Second things second: Cathy's Book advertises itself as an "original interactive teen book." Does it deliver? Absolutely: it's a believable teenage girl's diary; it's a fast paced adventure; and it's a lot of fun. The packaging (more on that below) easily could have been a gimmick—instead, it works to create a full, realistic story.
Hold Cathy's Book in your hands, and it looks like a sketchbook. Open it up and there is a clear envelope of "proof" on the left-hand side and the sketchbook on the right. Do I read the book, which is full of doodles and sketches? Do I open the envelope and see what's inside? There are phone numbers and websites—what about those?

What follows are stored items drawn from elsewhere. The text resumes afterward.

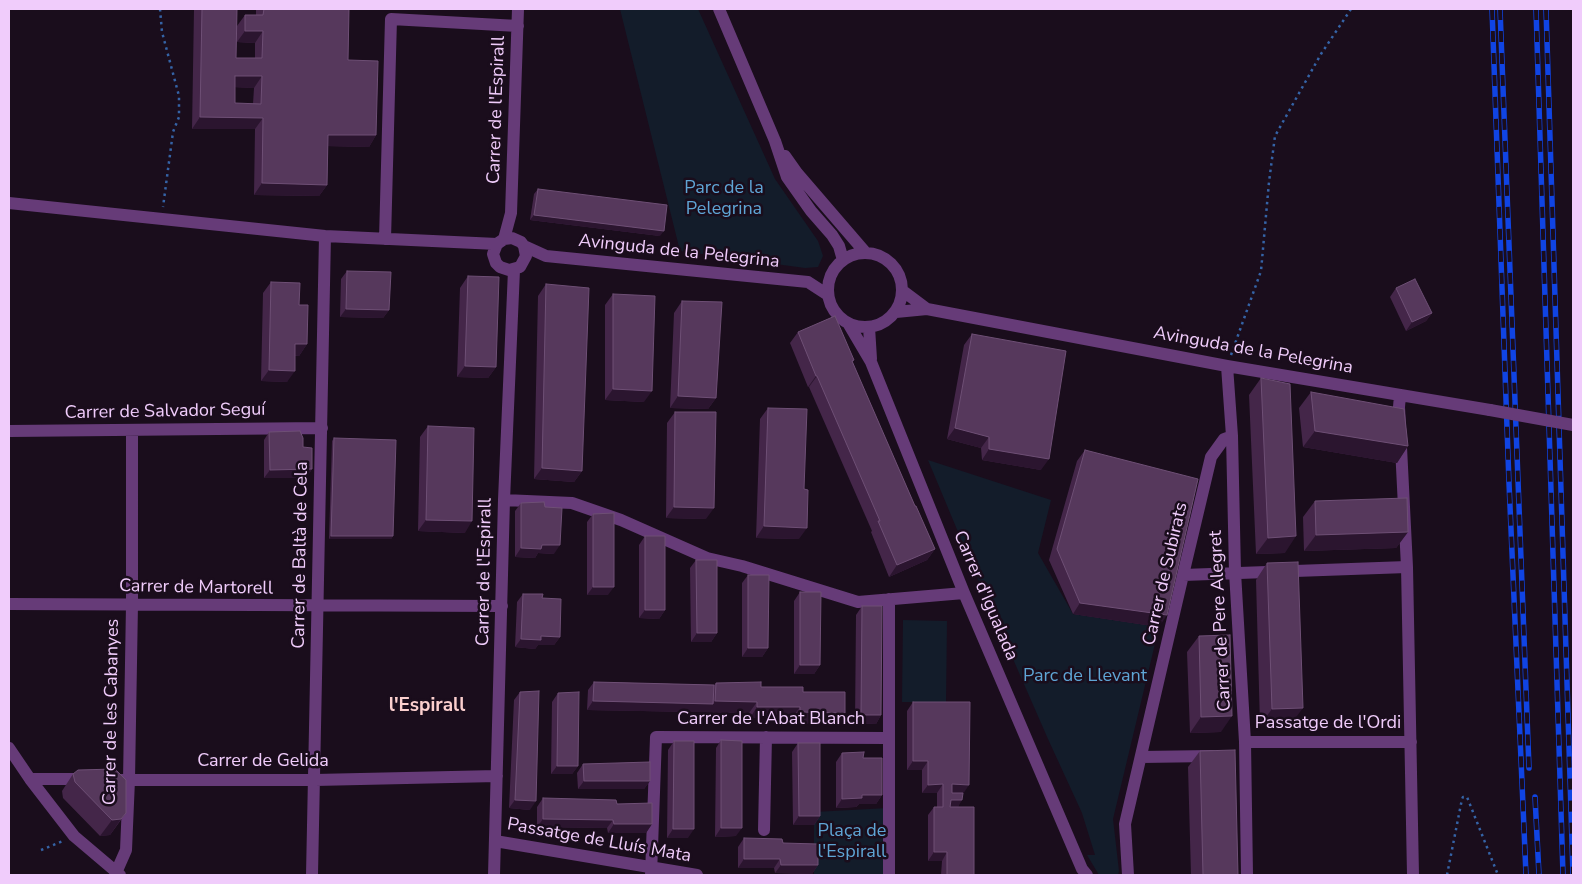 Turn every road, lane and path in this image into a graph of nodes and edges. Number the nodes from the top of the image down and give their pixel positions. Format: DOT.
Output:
graph roads {
  1 [pos="160,9"];
  2 [pos="518,9"];
  3 [pos="719,9"];
  4 [pos="1351,9"];
  5 [pos="518,26"];
  6 [pos="775,141"];
  7 [pos="9,203"];
  8 [pos="511,213"];
  9 [pos="161,219"];
  10 [pos="325,236"];
  11 [pos="385,239"];
  12 [pos="500,242"];
  13 [pos="521,243"];
  14 [pos="462,244"];
  15 [pos="865,252"];
  16 [pos="546,256"];
  17 [pos="494,259"];
  18 [pos="843,260"];
  19 [pos="525,261"];
  20 [pos="514,270"];
  21 [pos="832,273"];
  22 [pos="808,282"];
  23 [pos="903,290"];
  24 [pos="828,295"];
  25 [pos="927,309"];
  26 [pos="896,312"];
  27 [pos="848,323"];
  28 [pos="869,327"];
  29 [pos="871,362"];
  30 [pos="1227,366"];
  31 [pos="1400,395"];
  32 [pos="1573,425"];
  33 [pos="322,428"];
  34 [pos="132,430"];
  35 [pos="9,431"];
  36 [pos="1232,436"];
  37 [pos="504,500"];
  38 [pos="1407,567"];
  39 [pos="1235,572"];
  40 [pos="1183,575"];
  41 [pos="964,593"];
  42 [pos="889,599"];
  43 [pos="9,604"];
  44 [pos="132,604"];
  45 [pos="317,606"];
  46 [pos="502,606"];
  47 [pos="766,737"];
  48 [pos="887,738"];
  49 [pos="1245,742"];
  50 [pos="1410,742"];
  51 [pos="9,748"];
  52 [pos="1235,756"];
  53 [pos="1141,757"];
  54 [pos="497,776"];
  55 [pos="30,779"];
  56 [pos="129,780"];
  57 [pos="315,780"];
  58 [pos="764,830"];
  59 [pos="74,836"];
  60 [pos="495,841"];
  61 [pos="41,850"];
  62 [pos="651,872"];
  63 [pos="1084,873"];
  64 [pos="117,874"];
  65 [pos="312,875"];
  66 [pos="494,875"];
  67 [pos="697,875"];
  68 [pos="888,875"];
  69 [pos="1128,875"];
  70 [pos="1247,875"];
  71 [pos="1413,875"];
  72 [pos="1447,875"];
  73 [pos="1498,875"];
  1 -- 9 [label="path"];
  2 -- 5 [label="street, Carrer de l'Espirall"];
  3 -- 6 [label="street"];
  4 -- 30 [label="path"];
  5 -- 8 [label="street, Carrer de l'Espirall"];
  5 -- 11 [label="street"];
  6 -- 15 [label="street"];
  6 -- 18 [label="street"];
  7 -- 9 [label="street, Avinguda de la Pelegrina"];
  8 -- 12 [label="street, Carrer de l'Espirall"];
  8 -- 13 [label="street, Carrer de l'Espirall"];
  9 -- 10 [label="street, Avinguda de la Pelegrina"];
  10 -- 11 [label="street, Avinguda de la Pelegrina"];
  10 -- 33 [label="street, Carrer de Baltà de Cela"];
  11 -- 14 [label="street, Avinguda de la Pelegrina"];
  12 -- 13 [label="street, Avinguda de la Pelegrina"];
  12 -- 14 [label="street, Avinguda de la Pelegrina"];
  12 -- 17 [label="street"];
  13 -- 16 [label="street, Avinguda de la Pelegrina"];
  13 -- 19 [label="street"];
  14 -- 17 [label="street"];
  15 -- 18 [label="street, Avinguda de la Pelegrina"];
  15 -- 23 [label="street"];
  16 -- 19 [label="street, Avinguda de la Pelegrina"];
  16 -- 22 [label="street, Avinguda de la Pelegrina"];
  17 -- 20 [label="street"];
  18 -- 21 [label="street, Avinguda de la Pelegrina"];
  19 -- 20 [label="street, Avinguda de la Pelegrina"];
  20 -- 37 [label="street, Carrer de l'Espirall"];
  21 -- 22 [label="street, Avinguda de la Pelegrina"];
  21 -- 24 [label="street, Avinguda de la Pelegrina"];
  22 -- 24 [label="street, Avinguda de la Pelegrina"];
  23 -- 25 [label="street, Avinguda de la Pelegrina"];
  23 -- 26 [label="street"];
  24 -- 27 [label="street, Avinguda de la Pelegrina"];
  25 -- 26 [label="street, Avinguda de la Pelegrina"];
  25 -- 30 [label="street, Avinguda de la Pelegrina"];
  26 -- 28 [label="street, Avinguda de la Pelegrina"];
  27 -- 28 [label="street"];
  27 -- 29 [label="street, Carrer d'Igualada"];
  28 -- 29 [label="street, Carrer d'Igualada"];
  29 -- 41 [label="street, Carrer d'Igualada"];
  30 -- 31 [label="street, Avinguda de la Pelegrina"];
  30 -- 36 [label="street, Carrer de Pere Alegret"];
  31 -- 32 [label="street, Avinguda de la Pelegrina, bridge"];
  31 -- 38 [label="street"];
  33 -- 34 [label="street, Carrer de Salvador Seguí"];
  33 -- 45 [label="street, Carrer de Baltà de Cela"];
  34 -- 35 [label="street, Carrer de Salvador Seguí"];
  34 -- 44 [label="street, Carrer de les Cabanyes"];
  36 -- 39 [label="street, Carrer de Pere Alegret"];
  36 -- 40 [label="street, Carrer de Subirats"];
  37 -- 42 [label="street"];
  37 -- 46 [label="street, Carrer de l'Espirall"];
  38 -- 39 [label="street"];
  38 -- 50 [label="street"];
  39 -- 40 [label="street"];
  39 -- 49 [label="street, Carrer de Pere Alegret"];
  40 -- 53 [label="street, Carrer de Subirats"];
  41 -- 42 [label="street"];
  41 -- 63 [label="street, Carrer d'Igualada"];
  42 -- 48 [label="street"];
  43 -- 44 [label="street, Carrer de Martorell"];
  44 -- 45 [label="street, Carrer de Martorell"];
  44 -- 56 [label="street, Carrer de les Cabanyes"];
  45 -- 46 [label="street, Carrer de Martorell"];
  45 -- 57 [label="street, Carrer de Baltà de Cela"];
  46 -- 54 [label="street, Carrer de l'Espirall"];
  47 -- 48 [label="street, Carrer de l'Abat Blanch"];
  47 -- 58 [label="street"];
  47 -- 62 [label="street, Carrer de l'Abat Blanch"];
  48 -- 68 [label="street"];
  49 -- 50 [label="street, Passatge de l'Ordi"];
  49 -- 52 [label="street, Carrer de Pere Alegret"];
  50 -- 71 [label="street"];
  51 -- 55 [label="street"];
  52 -- 53 [label="street"];
  52 -- 70 [label="street, Carrer de Pere Alegret"];
  53 -- 69 [label="street, Carrer de Subirats"];
  54 -- 57 [label="street, Carrer de Gelida"];
  54 -- 60 [label="street, Carrer de l'Espirall"];
  55 -- 56 [label="street, Carrer de Gelida"];
  55 -- 59 [label="street"];
  56 -- 57 [label="street, Carrer de Gelida"];
  56 -- 64 [label="street, Carrer de les Cabanyes"];
  57 -- 65 [label="street, Carrer de Baltà de Cela"];
  59 -- 61 [label="path"];
  59 -- 64 [label="street"];
  60 -- 62 [label="street, Passatge de Lluís Mata"];
  60 -- 66 [label="street, Carrer de l'Espirall"];
  62 -- 67 [label="street, Passatge de Lluís Mata"];
  72 -- 73 [label="path"];
}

Let's start with the book. It begins on January 30, and ends February 9th. Victor has broken up with Cathy, and she wants to know why. She's the type of girl who wants an answer, so she goes to Victor's house. And it's not really breaking in if the door is unlocked, right? What she finds leads her to a much bigger mystery than why Victor dumped her. If the book existed just as the book—a smart, funny Veronica Mars/ Buffyesque teenage girl stubbornly solves a mystery—it would be a simple fun read.
But the book doesn't stop with the text. And this ups the enjoyment. Remember that envelope? Remember all those phone numbers and websites? Your pick what to explore first; and just how much, and how deep, you want to go.
The envelope is full of the items Cathy picks up as she investigates first Victor and then a murder: photos, newspaper clippings, a birth certificate, a menu. The book isn't annotated. In no place does it say "stop now and look at the matching item." That's left to the reader. Interactive, remember? The book isn't dictating the story. I felt like Cathy as I poured over the "proof," noting things she didn't.
The phone numbers and websites give more opportunities to become Cathy, and one of the websites, www.doubletalkwireless.com, contains full color copies of everything in the evidence bag, plus other things Cathy has discovered. (So all you librarians who are worried about the items surviving check out, have the website and password* handy; the proof will always exist virtually.)
I've long wondered when authors would take real advantage of the Internet for storytelling. Not just the internet, but modern computers for publishing allow the cool envelope of stuff to be included with the book. There's been more and more use of the Internet recently, with playlists and character blogs. But Cathy's Book takes it to a new level, and I'm a bit annoyed that the whole product placement thing has stopped a conversation on the fascinating way this story is told. The reader becomes part of the story, because of the items and because of the Internet sites and phone numbers. These are not just "extra" items—they give additional information and depth and also allow the reader to discover things Cathy hasn't. At the same time, the story works regardless of how little, or how much, the reader wishes to explore. It's no surprise, then, that one of the authors, Jordan Weisman, is a video game developer. Many modern computer games are not just "games," they also tell stories that must work regardless of the player's choices.